RECORDS TO PROCESS:
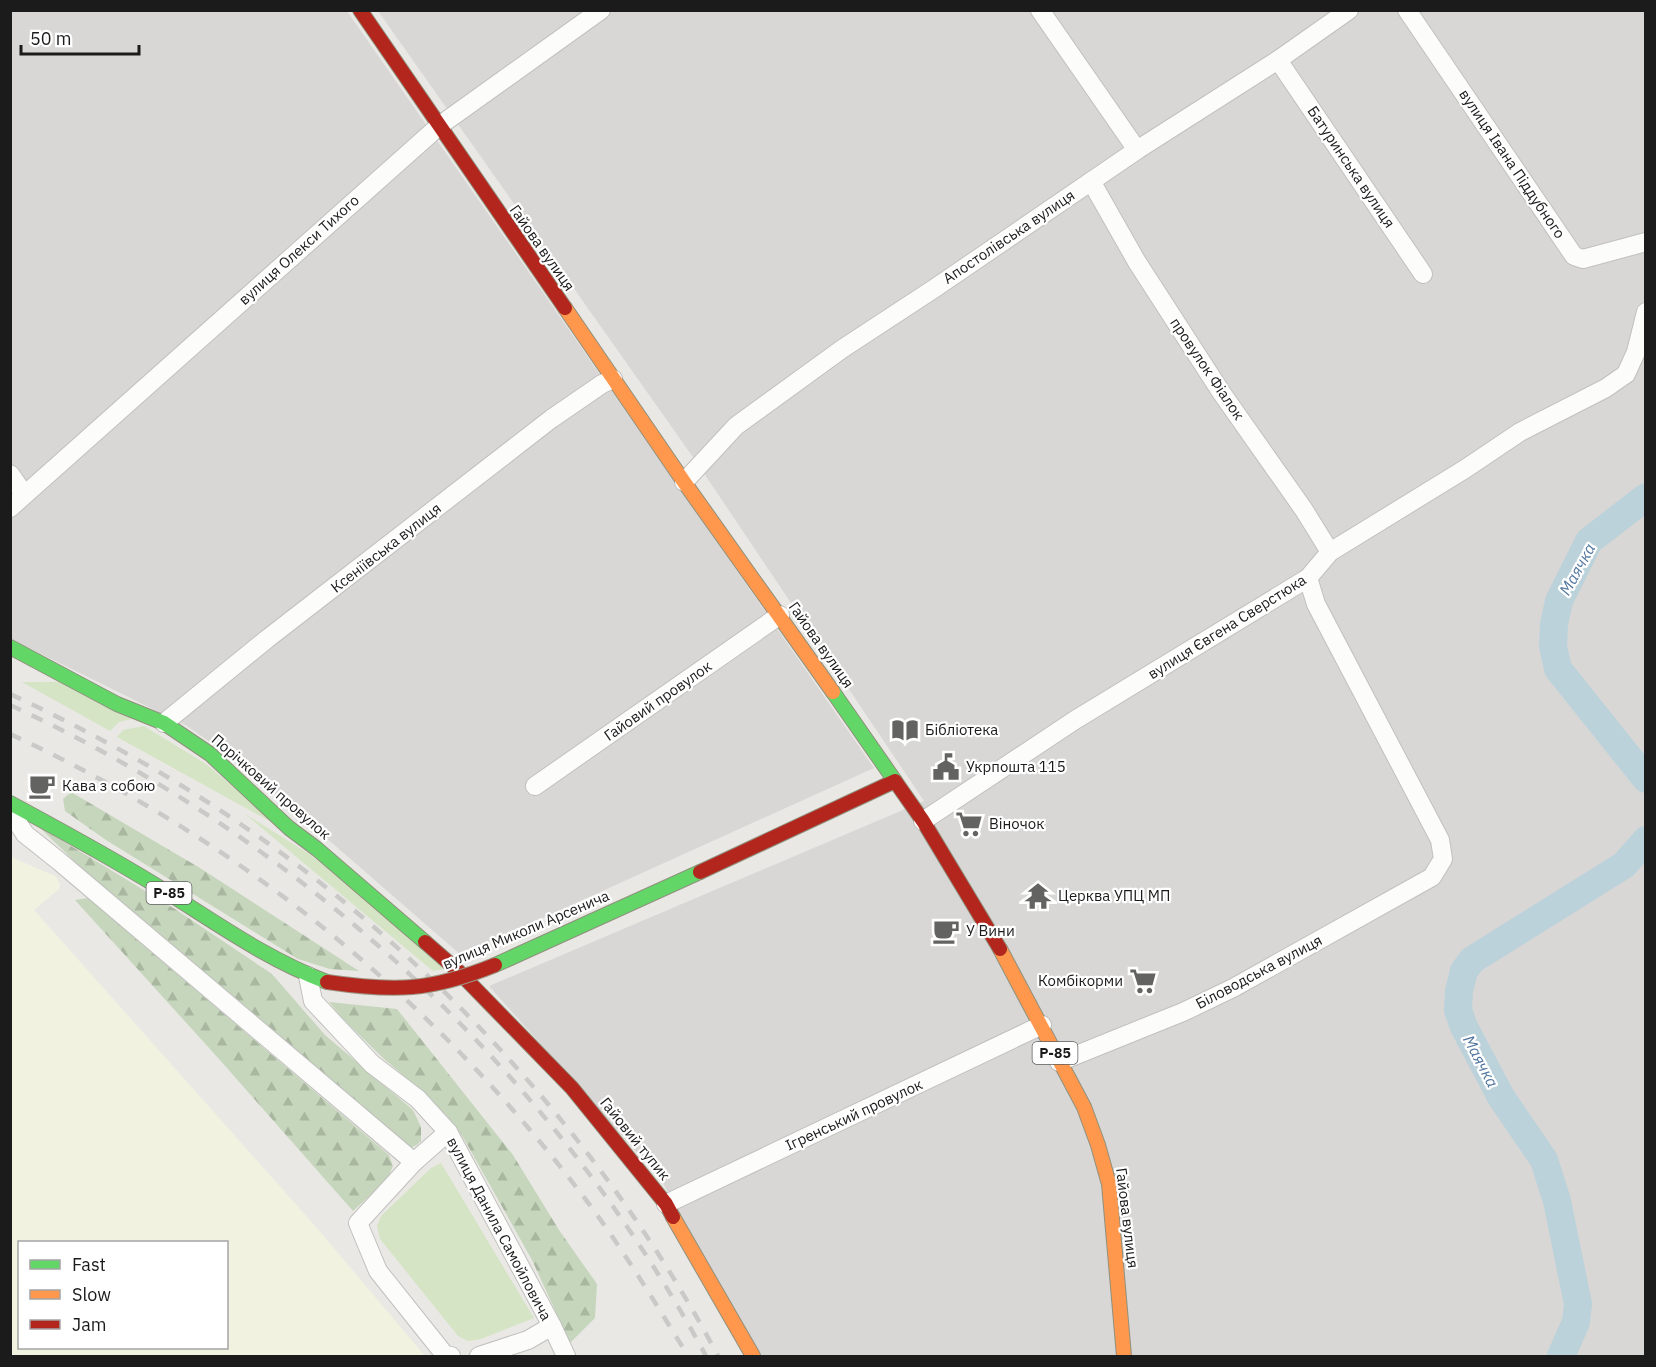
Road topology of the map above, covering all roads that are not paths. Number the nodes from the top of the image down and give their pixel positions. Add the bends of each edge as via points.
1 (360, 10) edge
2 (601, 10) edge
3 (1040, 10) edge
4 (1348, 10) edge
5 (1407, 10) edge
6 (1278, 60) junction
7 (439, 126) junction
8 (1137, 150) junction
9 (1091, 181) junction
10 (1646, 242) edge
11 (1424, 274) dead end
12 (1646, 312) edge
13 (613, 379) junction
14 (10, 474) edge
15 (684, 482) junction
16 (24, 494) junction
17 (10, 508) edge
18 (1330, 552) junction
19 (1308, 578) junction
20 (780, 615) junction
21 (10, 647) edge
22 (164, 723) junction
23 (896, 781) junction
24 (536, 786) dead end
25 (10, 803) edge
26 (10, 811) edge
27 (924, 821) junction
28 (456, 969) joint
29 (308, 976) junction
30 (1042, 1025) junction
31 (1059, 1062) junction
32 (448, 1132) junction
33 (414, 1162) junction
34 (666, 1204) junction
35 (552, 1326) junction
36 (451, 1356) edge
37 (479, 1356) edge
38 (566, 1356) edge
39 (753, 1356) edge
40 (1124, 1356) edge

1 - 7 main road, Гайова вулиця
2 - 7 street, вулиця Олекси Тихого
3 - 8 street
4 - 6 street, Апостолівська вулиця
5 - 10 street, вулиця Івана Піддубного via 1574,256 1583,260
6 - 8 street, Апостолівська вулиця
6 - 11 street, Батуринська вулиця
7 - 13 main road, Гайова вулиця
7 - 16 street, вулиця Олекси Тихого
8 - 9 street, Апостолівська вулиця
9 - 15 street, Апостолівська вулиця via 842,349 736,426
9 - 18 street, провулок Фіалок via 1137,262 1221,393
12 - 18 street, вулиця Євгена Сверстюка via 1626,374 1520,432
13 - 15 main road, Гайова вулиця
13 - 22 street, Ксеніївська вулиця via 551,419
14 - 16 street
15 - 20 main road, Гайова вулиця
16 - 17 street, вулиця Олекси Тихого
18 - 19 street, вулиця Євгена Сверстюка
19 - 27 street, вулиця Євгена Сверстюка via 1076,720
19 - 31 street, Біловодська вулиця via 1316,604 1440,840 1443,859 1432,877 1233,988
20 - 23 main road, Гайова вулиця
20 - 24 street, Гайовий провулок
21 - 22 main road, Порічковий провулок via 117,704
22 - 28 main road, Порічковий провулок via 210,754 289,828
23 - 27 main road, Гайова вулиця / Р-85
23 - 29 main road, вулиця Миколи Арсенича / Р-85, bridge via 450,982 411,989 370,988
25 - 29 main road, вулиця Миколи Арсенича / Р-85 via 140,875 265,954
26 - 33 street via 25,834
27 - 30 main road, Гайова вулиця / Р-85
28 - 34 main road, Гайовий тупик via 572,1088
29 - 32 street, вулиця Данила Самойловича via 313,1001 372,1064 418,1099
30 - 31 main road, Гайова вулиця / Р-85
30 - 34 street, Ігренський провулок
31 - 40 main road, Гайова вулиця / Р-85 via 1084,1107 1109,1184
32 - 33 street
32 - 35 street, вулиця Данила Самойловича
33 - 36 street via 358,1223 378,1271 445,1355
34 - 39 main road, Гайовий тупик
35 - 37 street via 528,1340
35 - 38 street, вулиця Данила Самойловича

WHAT YOU SHOULD DO:
Repeat the data exactly. Pictures should not appear.

EXERCISE ANSWER:
Road topology of the map above, covering all roads that are not paths. Number the nodes from the top of the image down and give their pixel positions. Add the bends of each edge as via points.
1 (360, 10) edge
2 (601, 10) edge
3 (1040, 10) edge
4 (1348, 10) edge
5 (1407, 10) edge
6 (1278, 60) junction
7 (439, 126) junction
8 (1137, 150) junction
9 (1091, 181) junction
10 (1646, 242) edge
11 (1424, 274) dead end
12 (1646, 312) edge
13 (613, 379) junction
14 (10, 474) edge
15 (684, 482) junction
16 (24, 494) junction
17 (10, 508) edge
18 (1330, 552) junction
19 (1308, 578) junction
20 (780, 615) junction
21 (10, 647) edge
22 (164, 723) junction
23 (896, 781) junction
24 (536, 786) dead end
25 (10, 803) edge
26 (10, 811) edge
27 (924, 821) junction
28 (456, 969) joint
29 (308, 976) junction
30 (1042, 1025) junction
31 (1059, 1062) junction
32 (448, 1132) junction
33 (414, 1162) junction
34 (666, 1204) junction
35 (552, 1326) junction
36 (451, 1356) edge
37 (479, 1356) edge
38 (566, 1356) edge
39 (753, 1356) edge
40 (1124, 1356) edge

1 - 7 main road, Гайова вулиця
2 - 7 street, вулиця Олекси Тихого
3 - 8 street
4 - 6 street, Апостолівська вулиця
5 - 10 street, вулиця Івана Піддубного via 1574,256 1583,260
6 - 8 street, Апостолівська вулиця
6 - 11 street, Батуринська вулиця
7 - 13 main road, Гайова вулиця
7 - 16 street, вулиця Олекси Тихого
8 - 9 street, Апостолівська вулиця
9 - 15 street, Апостолівська вулиця via 842,349 736,426
9 - 18 street, провулок Фіалок via 1137,262 1221,393
12 - 18 street, вулиця Євгена Сверстюка via 1626,374 1520,432
13 - 15 main road, Гайова вулиця
13 - 22 street, Ксеніївська вулиця via 551,419
14 - 16 street
15 - 20 main road, Гайова вулиця
16 - 17 street, вулиця Олекси Тихого
18 - 19 street, вулиця Євгена Сверстюка
19 - 27 street, вулиця Євгена Сверстюка via 1076,720
19 - 31 street, Біловодська вулиця via 1316,604 1440,840 1443,859 1432,877 1233,988
20 - 23 main road, Гайова вулиця
20 - 24 street, Гайовий провулок
21 - 22 main road, Порічковий провулок via 117,704
22 - 28 main road, Порічковий провулок via 210,754 289,828
23 - 27 main road, Гайова вулиця / Р-85
23 - 29 main road, вулиця Миколи Арсенича / Р-85, bridge via 450,982 411,989 370,988
25 - 29 main road, вулиця Миколи Арсенича / Р-85 via 140,875 265,954
26 - 33 street via 25,834
27 - 30 main road, Гайова вулиця / Р-85
28 - 34 main road, Гайовий тупик via 572,1088
29 - 32 street, вулиця Данила Самойловича via 313,1001 372,1064 418,1099
30 - 31 main road, Гайова вулиця / Р-85
30 - 34 street, Ігренський провулок
31 - 40 main road, Гайова вулиця / Р-85 via 1084,1107 1109,1184
32 - 33 street
32 - 35 street, вулиця Данила Самойловича
33 - 36 street via 358,1223 378,1271 445,1355
34 - 39 main road, Гайовий тупик
35 - 37 street via 528,1340
35 - 38 street, вулиця Данила Самойловича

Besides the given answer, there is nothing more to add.